**Exercise**
In the data below, find every line with the string "Avenue" and pull it out.

Saved entries
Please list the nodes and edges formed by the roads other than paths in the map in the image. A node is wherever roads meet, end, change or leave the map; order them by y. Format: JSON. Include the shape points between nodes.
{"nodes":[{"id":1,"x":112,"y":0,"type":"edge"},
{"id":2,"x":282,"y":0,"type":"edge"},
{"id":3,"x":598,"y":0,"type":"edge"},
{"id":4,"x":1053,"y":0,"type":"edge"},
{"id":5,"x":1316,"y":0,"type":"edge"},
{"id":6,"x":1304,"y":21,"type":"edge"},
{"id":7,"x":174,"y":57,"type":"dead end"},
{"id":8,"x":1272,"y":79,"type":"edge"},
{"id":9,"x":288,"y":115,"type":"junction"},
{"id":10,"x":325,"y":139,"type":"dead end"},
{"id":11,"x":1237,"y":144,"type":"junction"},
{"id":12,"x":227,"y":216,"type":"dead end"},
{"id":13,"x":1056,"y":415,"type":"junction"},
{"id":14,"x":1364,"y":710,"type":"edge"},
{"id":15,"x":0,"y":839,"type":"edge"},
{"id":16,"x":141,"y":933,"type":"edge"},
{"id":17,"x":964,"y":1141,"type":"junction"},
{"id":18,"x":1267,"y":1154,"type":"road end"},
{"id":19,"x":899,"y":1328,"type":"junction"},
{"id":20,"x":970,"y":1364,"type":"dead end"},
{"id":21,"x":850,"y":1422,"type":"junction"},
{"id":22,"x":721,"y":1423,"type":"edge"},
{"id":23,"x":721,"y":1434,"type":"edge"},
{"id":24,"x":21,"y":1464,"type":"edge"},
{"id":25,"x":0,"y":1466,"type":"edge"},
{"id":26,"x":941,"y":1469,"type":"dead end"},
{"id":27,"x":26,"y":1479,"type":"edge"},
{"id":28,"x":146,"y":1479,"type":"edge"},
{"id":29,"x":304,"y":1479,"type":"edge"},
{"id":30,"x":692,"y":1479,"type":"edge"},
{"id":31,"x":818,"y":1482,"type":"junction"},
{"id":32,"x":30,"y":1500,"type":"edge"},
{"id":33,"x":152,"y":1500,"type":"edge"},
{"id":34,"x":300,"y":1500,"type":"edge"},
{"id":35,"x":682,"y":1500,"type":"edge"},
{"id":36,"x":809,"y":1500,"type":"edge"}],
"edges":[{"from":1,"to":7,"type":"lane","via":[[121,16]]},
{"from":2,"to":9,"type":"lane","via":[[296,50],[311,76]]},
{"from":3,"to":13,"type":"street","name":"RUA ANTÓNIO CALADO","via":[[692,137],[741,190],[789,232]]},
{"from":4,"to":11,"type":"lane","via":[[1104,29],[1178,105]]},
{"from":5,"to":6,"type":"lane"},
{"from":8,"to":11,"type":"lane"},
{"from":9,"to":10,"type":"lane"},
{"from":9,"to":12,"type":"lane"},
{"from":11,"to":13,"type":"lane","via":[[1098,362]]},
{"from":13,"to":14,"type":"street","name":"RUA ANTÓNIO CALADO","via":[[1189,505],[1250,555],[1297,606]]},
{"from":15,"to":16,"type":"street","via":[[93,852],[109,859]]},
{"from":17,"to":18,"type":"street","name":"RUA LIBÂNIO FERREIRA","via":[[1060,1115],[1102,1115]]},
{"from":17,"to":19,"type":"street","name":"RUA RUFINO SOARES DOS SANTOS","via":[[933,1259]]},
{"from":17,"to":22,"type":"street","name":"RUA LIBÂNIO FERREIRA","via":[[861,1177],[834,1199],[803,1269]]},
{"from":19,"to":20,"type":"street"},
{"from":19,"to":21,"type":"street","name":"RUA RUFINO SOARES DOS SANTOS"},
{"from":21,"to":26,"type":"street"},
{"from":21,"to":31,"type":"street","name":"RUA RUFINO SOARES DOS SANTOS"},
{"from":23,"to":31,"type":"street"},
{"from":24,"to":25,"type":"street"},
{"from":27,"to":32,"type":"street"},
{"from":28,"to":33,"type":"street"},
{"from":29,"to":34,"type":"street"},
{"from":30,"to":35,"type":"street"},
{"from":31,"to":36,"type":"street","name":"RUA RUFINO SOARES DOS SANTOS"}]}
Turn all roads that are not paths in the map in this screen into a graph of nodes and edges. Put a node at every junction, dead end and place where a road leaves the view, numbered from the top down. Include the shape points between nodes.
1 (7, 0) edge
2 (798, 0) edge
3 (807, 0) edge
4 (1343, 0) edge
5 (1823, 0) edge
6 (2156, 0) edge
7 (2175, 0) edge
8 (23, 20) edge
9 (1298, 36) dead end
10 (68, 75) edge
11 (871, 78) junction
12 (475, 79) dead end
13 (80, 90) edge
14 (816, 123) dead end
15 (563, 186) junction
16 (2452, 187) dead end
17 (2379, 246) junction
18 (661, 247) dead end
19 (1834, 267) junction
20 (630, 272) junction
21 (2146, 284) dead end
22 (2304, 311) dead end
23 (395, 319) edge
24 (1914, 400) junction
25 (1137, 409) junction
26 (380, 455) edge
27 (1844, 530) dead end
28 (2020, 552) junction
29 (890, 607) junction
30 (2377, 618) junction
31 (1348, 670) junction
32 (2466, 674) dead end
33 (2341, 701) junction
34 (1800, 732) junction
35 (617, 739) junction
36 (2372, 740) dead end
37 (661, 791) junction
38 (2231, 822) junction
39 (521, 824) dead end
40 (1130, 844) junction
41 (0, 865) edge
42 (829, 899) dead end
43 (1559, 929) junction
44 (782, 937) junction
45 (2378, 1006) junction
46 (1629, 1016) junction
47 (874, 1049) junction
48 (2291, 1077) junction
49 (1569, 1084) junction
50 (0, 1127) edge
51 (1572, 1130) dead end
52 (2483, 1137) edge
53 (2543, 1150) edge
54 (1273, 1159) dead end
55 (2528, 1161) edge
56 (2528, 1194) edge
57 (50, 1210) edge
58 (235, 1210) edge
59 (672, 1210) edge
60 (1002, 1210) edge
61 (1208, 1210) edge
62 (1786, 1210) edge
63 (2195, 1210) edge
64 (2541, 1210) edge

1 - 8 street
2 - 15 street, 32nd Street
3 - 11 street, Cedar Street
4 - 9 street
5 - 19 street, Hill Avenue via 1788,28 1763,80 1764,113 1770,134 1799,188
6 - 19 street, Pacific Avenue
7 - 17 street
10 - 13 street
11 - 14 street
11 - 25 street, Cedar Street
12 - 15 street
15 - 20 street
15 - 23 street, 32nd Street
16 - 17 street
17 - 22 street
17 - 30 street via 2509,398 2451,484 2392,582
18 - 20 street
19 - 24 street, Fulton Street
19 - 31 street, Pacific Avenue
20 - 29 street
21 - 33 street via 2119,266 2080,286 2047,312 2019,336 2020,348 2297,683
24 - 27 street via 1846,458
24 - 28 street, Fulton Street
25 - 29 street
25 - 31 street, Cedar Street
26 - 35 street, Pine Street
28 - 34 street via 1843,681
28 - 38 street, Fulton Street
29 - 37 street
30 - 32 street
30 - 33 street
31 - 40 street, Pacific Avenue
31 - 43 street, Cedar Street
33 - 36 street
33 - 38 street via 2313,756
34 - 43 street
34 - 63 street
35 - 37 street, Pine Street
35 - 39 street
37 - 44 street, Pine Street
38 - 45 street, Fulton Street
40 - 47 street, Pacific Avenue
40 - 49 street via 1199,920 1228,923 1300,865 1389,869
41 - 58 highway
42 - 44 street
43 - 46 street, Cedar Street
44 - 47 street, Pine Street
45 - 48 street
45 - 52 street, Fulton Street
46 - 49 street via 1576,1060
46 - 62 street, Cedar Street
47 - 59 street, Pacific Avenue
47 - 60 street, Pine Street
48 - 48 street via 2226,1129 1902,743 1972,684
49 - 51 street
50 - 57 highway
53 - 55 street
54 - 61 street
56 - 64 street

**Response**
5 - 19 street, Hill Avenue via 1788,28 1763,80 1764,113 1770,134 1799,188
6 - 19 street, Pacific Avenue
19 - 31 street, Pacific Avenue
31 - 40 street, Pacific Avenue
40 - 47 street, Pacific Avenue
47 - 59 street, Pacific Avenue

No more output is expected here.